Check each line of the records below and collect those that include the word "Henry".

BEGIN Given information

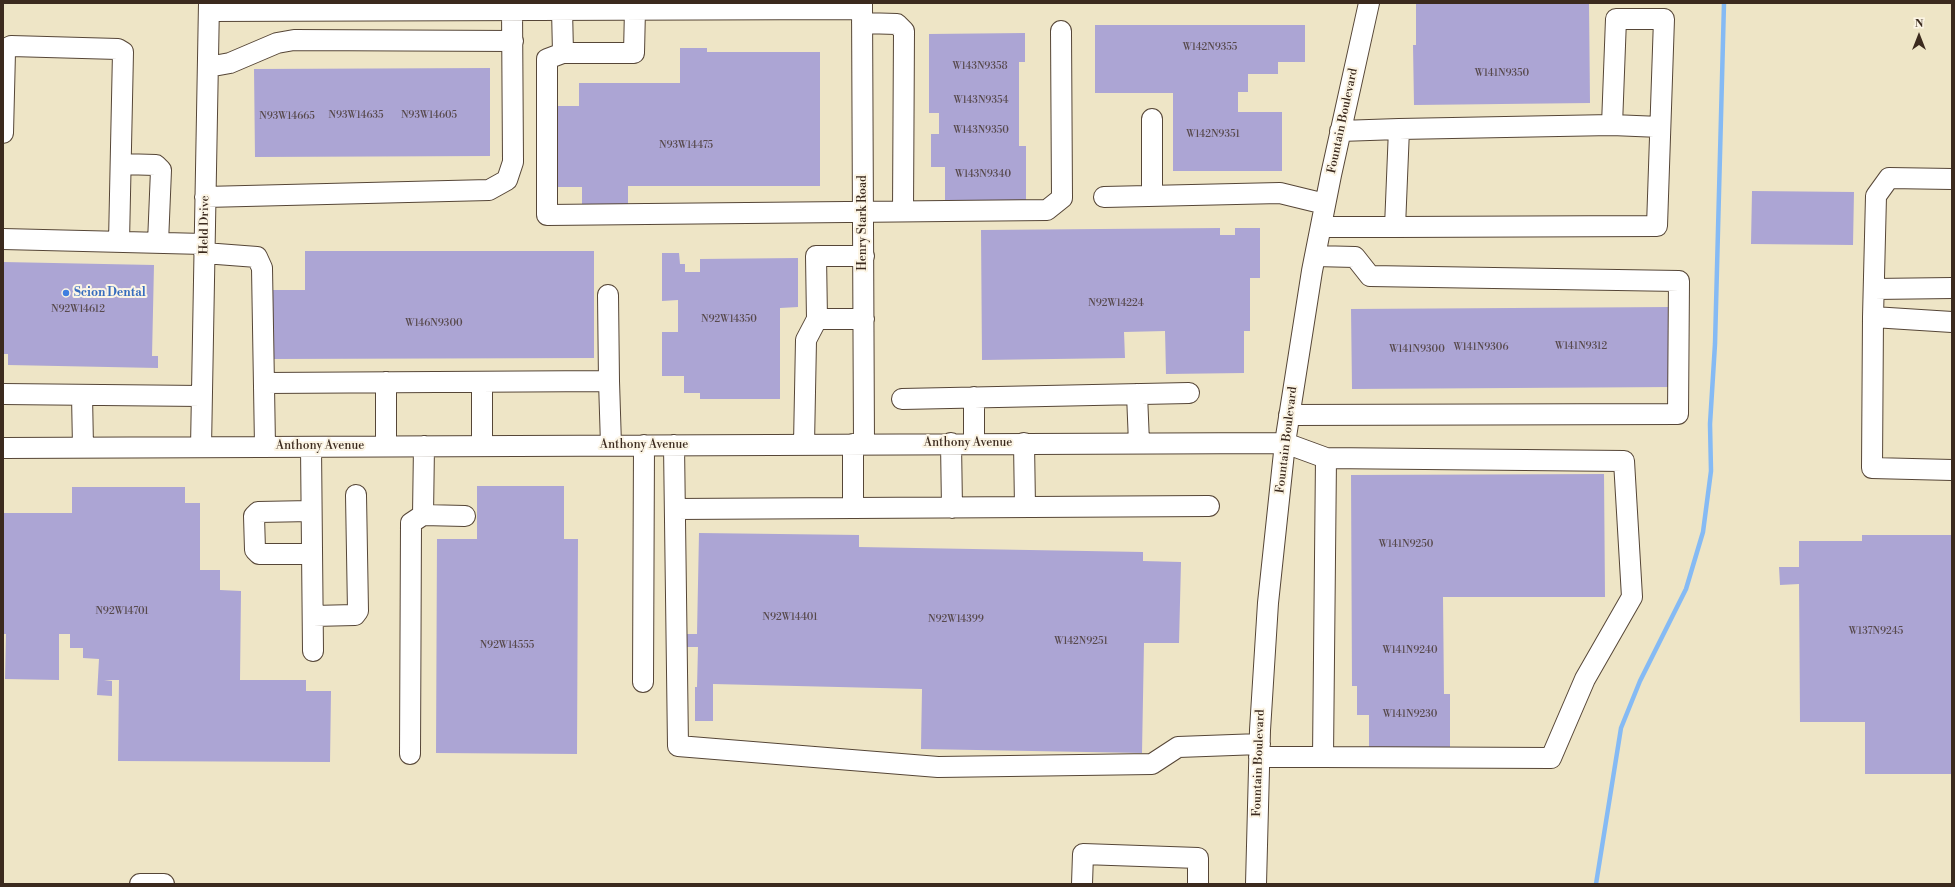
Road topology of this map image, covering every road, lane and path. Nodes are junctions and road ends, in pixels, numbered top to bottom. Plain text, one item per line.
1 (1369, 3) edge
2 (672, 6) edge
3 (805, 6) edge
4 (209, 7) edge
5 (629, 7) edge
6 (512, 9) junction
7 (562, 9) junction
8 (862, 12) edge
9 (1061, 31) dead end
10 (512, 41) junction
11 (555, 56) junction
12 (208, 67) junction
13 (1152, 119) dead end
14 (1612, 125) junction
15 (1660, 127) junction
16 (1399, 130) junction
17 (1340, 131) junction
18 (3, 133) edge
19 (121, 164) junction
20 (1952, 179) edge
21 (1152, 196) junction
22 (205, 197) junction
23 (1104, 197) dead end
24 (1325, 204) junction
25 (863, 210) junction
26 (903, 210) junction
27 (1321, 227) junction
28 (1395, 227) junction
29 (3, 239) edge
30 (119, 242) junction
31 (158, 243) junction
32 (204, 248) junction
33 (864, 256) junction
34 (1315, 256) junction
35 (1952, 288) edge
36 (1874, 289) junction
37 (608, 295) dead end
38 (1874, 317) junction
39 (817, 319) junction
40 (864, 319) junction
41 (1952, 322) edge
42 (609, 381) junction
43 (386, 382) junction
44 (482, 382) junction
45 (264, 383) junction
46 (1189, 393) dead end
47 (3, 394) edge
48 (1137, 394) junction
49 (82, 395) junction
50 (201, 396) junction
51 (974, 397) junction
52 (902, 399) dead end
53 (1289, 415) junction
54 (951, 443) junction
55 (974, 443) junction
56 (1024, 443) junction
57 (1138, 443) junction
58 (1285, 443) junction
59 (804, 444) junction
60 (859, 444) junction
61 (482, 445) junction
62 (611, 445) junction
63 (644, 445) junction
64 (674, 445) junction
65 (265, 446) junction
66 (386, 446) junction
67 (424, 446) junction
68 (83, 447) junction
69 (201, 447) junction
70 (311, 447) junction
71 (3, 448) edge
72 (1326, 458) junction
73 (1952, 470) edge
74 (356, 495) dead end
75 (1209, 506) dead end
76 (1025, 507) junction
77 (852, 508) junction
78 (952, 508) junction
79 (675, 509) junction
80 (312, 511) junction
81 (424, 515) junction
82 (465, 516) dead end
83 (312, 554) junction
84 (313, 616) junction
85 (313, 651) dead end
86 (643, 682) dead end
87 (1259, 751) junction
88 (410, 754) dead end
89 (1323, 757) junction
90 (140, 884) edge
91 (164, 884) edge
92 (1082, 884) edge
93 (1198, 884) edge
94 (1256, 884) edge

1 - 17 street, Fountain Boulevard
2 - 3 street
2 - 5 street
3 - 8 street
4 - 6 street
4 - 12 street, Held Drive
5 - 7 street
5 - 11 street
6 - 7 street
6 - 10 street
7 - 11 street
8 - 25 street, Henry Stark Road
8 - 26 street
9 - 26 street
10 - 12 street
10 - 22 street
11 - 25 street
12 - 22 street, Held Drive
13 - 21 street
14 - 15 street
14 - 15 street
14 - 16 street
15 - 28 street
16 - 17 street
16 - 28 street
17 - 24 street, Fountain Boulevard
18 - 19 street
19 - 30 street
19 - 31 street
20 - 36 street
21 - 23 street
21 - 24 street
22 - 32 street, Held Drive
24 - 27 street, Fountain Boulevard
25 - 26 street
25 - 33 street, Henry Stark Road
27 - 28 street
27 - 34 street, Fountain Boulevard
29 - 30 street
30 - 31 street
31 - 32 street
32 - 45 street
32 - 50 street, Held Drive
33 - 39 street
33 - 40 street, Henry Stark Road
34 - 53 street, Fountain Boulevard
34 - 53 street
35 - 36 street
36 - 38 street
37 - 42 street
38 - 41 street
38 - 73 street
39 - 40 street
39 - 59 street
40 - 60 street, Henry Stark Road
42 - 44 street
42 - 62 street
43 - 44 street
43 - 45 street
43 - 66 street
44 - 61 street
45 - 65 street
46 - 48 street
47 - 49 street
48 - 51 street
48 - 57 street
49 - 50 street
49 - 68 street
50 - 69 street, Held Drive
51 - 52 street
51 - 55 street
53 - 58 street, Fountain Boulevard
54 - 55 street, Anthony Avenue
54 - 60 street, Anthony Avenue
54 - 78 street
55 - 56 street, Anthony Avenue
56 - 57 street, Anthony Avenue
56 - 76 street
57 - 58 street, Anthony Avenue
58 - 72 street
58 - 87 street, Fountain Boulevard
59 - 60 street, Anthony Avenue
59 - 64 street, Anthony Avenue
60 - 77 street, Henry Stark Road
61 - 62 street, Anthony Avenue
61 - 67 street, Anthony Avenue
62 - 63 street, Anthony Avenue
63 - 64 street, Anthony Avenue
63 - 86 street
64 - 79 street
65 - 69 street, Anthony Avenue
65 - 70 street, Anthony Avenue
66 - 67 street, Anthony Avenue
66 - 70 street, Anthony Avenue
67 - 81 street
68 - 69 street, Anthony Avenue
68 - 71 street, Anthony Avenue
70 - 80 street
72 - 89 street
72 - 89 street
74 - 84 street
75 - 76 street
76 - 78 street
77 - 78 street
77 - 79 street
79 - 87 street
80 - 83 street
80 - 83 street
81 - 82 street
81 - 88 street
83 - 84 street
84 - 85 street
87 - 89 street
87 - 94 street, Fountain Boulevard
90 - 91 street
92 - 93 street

END Given information
BEGIN Given information

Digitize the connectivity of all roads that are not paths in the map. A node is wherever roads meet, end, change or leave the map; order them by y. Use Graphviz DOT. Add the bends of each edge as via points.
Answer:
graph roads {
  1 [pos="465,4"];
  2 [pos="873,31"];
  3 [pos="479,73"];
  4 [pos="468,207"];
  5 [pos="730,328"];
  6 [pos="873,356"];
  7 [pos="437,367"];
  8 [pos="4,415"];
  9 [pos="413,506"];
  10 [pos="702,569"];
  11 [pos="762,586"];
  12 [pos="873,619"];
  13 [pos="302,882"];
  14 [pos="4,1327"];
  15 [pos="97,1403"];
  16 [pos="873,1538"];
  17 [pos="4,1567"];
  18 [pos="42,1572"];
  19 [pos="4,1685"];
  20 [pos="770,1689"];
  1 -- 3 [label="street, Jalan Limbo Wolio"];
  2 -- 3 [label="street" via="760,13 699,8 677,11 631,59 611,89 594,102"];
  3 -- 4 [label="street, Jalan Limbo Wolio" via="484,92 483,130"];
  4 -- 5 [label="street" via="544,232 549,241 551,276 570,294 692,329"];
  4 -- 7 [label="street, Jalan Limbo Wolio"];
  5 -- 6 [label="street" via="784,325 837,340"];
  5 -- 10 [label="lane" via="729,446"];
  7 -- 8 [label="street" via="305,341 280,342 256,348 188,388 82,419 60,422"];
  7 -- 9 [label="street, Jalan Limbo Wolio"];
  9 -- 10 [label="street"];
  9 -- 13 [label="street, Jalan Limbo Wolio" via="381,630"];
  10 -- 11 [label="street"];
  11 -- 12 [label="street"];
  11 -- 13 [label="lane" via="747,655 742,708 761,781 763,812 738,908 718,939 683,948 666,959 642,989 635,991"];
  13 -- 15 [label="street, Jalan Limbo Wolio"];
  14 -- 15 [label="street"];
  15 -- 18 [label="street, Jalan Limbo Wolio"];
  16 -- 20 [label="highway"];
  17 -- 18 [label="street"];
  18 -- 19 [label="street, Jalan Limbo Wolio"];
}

END Given information

_Reply to the exercise:_
8 - 25 street, Henry Stark Road
25 - 33 street, Henry Stark Road
33 - 40 street, Henry Stark Road
40 - 60 street, Henry Stark Road
60 - 77 street, Henry Stark Road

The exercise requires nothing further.